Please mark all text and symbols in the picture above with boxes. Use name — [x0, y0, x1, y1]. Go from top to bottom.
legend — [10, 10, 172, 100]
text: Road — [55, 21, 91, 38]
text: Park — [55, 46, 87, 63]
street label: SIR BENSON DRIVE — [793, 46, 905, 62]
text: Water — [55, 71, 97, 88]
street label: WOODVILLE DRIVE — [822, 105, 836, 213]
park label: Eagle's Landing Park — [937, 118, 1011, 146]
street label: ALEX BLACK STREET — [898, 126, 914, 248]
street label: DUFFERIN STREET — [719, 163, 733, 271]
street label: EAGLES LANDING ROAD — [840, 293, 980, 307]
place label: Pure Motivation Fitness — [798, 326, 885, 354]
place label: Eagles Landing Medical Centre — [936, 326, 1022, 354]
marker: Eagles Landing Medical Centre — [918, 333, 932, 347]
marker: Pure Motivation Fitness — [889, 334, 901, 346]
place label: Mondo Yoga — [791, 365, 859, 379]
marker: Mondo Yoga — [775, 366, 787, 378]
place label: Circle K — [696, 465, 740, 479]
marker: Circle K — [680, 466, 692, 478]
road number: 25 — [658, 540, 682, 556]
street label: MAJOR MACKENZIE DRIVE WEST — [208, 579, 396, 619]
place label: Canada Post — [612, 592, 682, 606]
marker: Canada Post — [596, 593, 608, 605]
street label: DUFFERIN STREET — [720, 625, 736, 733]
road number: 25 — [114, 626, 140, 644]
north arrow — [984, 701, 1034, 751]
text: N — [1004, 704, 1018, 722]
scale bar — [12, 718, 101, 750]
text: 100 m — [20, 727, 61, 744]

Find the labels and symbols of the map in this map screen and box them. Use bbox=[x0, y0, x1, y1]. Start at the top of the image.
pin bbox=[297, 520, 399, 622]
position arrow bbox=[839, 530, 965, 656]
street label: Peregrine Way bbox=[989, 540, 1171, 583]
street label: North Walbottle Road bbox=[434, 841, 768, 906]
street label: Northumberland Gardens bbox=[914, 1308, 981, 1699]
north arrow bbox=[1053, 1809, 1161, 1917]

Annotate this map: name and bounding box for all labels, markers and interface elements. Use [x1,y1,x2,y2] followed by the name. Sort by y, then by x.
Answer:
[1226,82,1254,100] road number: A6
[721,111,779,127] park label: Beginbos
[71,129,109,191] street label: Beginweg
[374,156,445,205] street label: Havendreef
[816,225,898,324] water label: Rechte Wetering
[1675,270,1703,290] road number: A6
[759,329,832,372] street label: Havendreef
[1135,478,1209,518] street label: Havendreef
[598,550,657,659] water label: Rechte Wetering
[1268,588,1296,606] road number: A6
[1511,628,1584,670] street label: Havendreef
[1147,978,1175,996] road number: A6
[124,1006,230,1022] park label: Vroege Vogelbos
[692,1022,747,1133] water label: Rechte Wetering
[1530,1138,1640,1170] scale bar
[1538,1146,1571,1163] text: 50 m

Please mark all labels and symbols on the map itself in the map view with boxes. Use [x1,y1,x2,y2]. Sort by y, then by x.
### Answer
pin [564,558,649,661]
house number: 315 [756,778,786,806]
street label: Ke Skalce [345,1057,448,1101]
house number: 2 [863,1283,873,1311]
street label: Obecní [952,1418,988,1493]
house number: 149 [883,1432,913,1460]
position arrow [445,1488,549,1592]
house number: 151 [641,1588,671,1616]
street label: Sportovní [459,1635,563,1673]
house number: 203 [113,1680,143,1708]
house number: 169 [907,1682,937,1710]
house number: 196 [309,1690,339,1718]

EXERCISE -
Set the entries above down once more, exactly as they stand.

COMPLETED EXERCISE -
Please mark all text and symbols in the picture above with boxes. Use name — [x0, y0, x1, y1]. Go from top to bottom.
legend — [10, 10, 172, 100]
text: Road — [55, 21, 91, 38]
text: Park — [55, 46, 87, 63]
street label: SIR BENSON DRIVE — [793, 46, 905, 62]
text: Water — [55, 71, 97, 88]
street label: WOODVILLE DRIVE — [822, 105, 836, 213]
park label: Eagle's Landing Park — [937, 118, 1011, 146]
street label: ALEX BLACK STREET — [898, 126, 914, 248]
street label: DUFFERIN STREET — [719, 163, 733, 271]
street label: EAGLES LANDING ROAD — [840, 293, 980, 307]
place label: Pure Motivation Fitness — [798, 326, 885, 354]
place label: Eagles Landing Medical Centre — [936, 326, 1022, 354]
marker: Eagles Landing Medical Centre — [918, 333, 932, 347]
marker: Pure Motivation Fitness — [889, 334, 901, 346]
place label: Mondo Yoga — [791, 365, 859, 379]
marker: Mondo Yoga — [775, 366, 787, 378]
place label: Circle K — [696, 465, 740, 479]
marker: Circle K — [680, 466, 692, 478]
road number: 25 — [658, 540, 682, 556]
street label: MAJOR MACKENZIE DRIVE WEST — [208, 579, 396, 619]
place label: Canada Post — [612, 592, 682, 606]
marker: Canada Post — [596, 593, 608, 605]
street label: DUFFERIN STREET — [720, 625, 736, 733]
road number: 25 — [114, 626, 140, 644]
north arrow — [984, 701, 1034, 751]
text: N — [1004, 704, 1018, 722]
scale bar — [12, 718, 101, 750]
text: 100 m — [20, 727, 61, 744]

Find the labels and symbols of the map in this map screen and box them. Use bbox=[x0, y0, x1, y1]. Start at the top of the image.
pin bbox=[297, 520, 399, 622]
position arrow bbox=[839, 530, 965, 656]
street label: Peregrine Way bbox=[989, 540, 1171, 583]
street label: North Walbottle Road bbox=[434, 841, 768, 906]
street label: Northumberland Gardens bbox=[914, 1308, 981, 1699]
north arrow bbox=[1053, 1809, 1161, 1917]

Annotate this map: name and bounding box for all labels, markers and interface elements. Use [x1,y1,x2,y2] followed by the name. Sort by y, then by x.
Answer:
[1226,82,1254,100] road number: A6
[721,111,779,127] park label: Beginbos
[71,129,109,191] street label: Beginweg
[374,156,445,205] street label: Havendreef
[816,225,898,324] water label: Rechte Wetering
[1675,270,1703,290] road number: A6
[759,329,832,372] street label: Havendreef
[1135,478,1209,518] street label: Havendreef
[598,550,657,659] water label: Rechte Wetering
[1268,588,1296,606] road number: A6
[1511,628,1584,670] street label: Havendreef
[1147,978,1175,996] road number: A6
[124,1006,230,1022] park label: Vroege Vogelbos
[692,1022,747,1133] water label: Rechte Wetering
[1530,1138,1640,1170] scale bar
[1538,1146,1571,1163] text: 50 m

Please mark all labels and symbols on the map itself in the map view with boxes. Use [x1,y1,x2,y2]. Sort by y, then by x.
### Answer
pin [564,558,649,661]
house number: 315 [756,778,786,806]
street label: Ke Skalce [345,1057,448,1101]
house number: 2 [863,1283,873,1311]
street label: Obecní [952,1418,988,1493]
house number: 149 [883,1432,913,1460]
position arrow [445,1488,549,1592]
house number: 151 [641,1588,671,1616]
street label: Sportovní [459,1635,563,1673]
house number: 203 [113,1680,143,1708]
house number: 169 [907,1682,937,1710]
house number: 196 [309,1690,339,1718]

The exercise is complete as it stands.